My original 'passion' in the industry came from video games, and I have worked
in the games industry for a while, but my 'passion' has since grown to
encompass software in general. You may be competing with a lot of people right
now and these companies are employing ridiculous interview techniques to cut
the fat but perhaps ending up over doing it. I've never stopped writing code,
but some of these people interviewing will take the first opportunity to
switch to a non-coding role like business analyst and i think the interviewers
want to ensure your interest in coding is genuine.

------
umbs
In recent past (6 months or so), I spoke to few people who were hired by
AmaFaceGooSoft companies. The rigor and hours that people are putting to get
in to these (or similar) companies is astounding. There are numerous startup
training people for interviews. The question of: Is it worth putting so much
effort for an interview is a topic of another discussion. 20-25 hrs/week of
preparation over 4-6 month period is very common.

From companies perspective, the bar for technical interviews has become very
high. The actual job may not be hard to excel at. However, when the market is
flooded with candidates acing this form of interviews, companies don't have to
settle for "average" folks.

Given this context, you have one thing in your favor: time. At this stage, put
your time to very good use.
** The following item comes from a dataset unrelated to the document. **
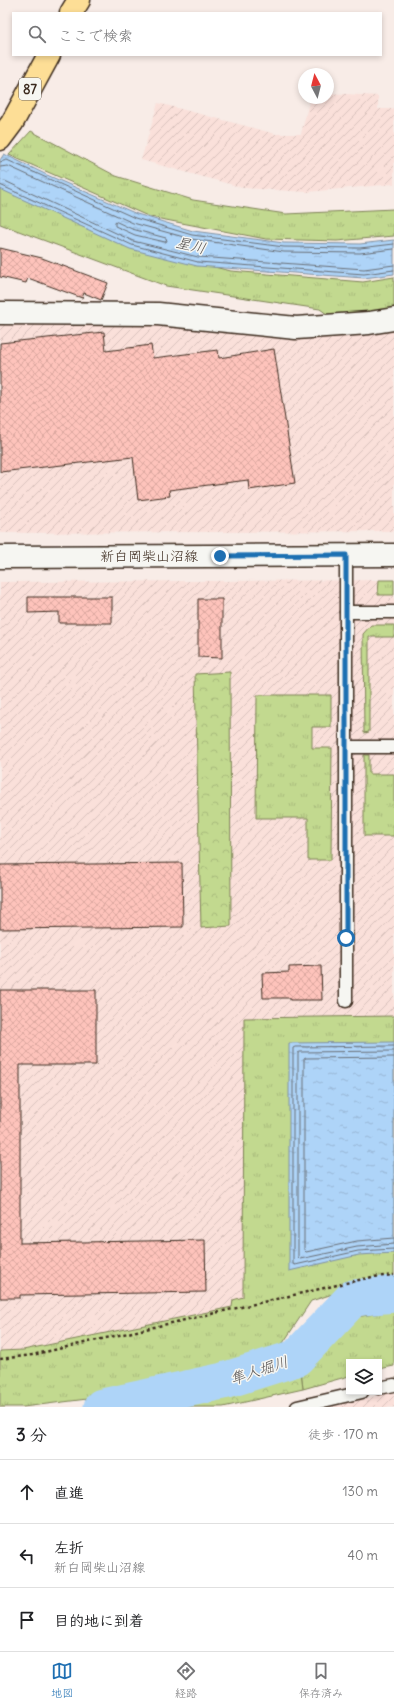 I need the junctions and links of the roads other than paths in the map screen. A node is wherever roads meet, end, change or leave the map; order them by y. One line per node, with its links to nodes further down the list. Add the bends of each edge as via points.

Practice, rigorous practice, will land you a
decent paying job. Experienced people, employed people, people with families
are at a severe disadvantage because "Time" for preparation is a luxury they
don't have (including me).

Again, I am only providing you anecdotal evidence on how to ace these
interviews.

------
deft
Why not find a company that doesn't have these ridiculous interviews? I find a
huge number of these require a full day of interviewing, and very few actually
pay you for it. I just stopped going for the Big 4. Working at these places
seems like hell anyway.

Good luck on your search, my best advice is to change where you are looking.

------
bsvalley
Do you need H1B sponsorship? If so, you're screwed. If not, then you're in
competition with a LOT of people. The developer market is over saturated in
the US since coding became mainstream with Obama and stuff...Everyone is
learning how to code these days. Coding has been hot for the last 40 years and
it's only now that America sees where the money is. We, the developers,
quietly cashed-out for so many years. Our secret is out and I don't think
they'll ever bring in developers from over seas.

They'll hire someone locally who knows how to code and has a bit of
experience. Companies have a handful of candidates applying to their crappy
jobs in 2017. Supply >>> Demand. It reminds me 2008 minus the obvious recovery
ahead.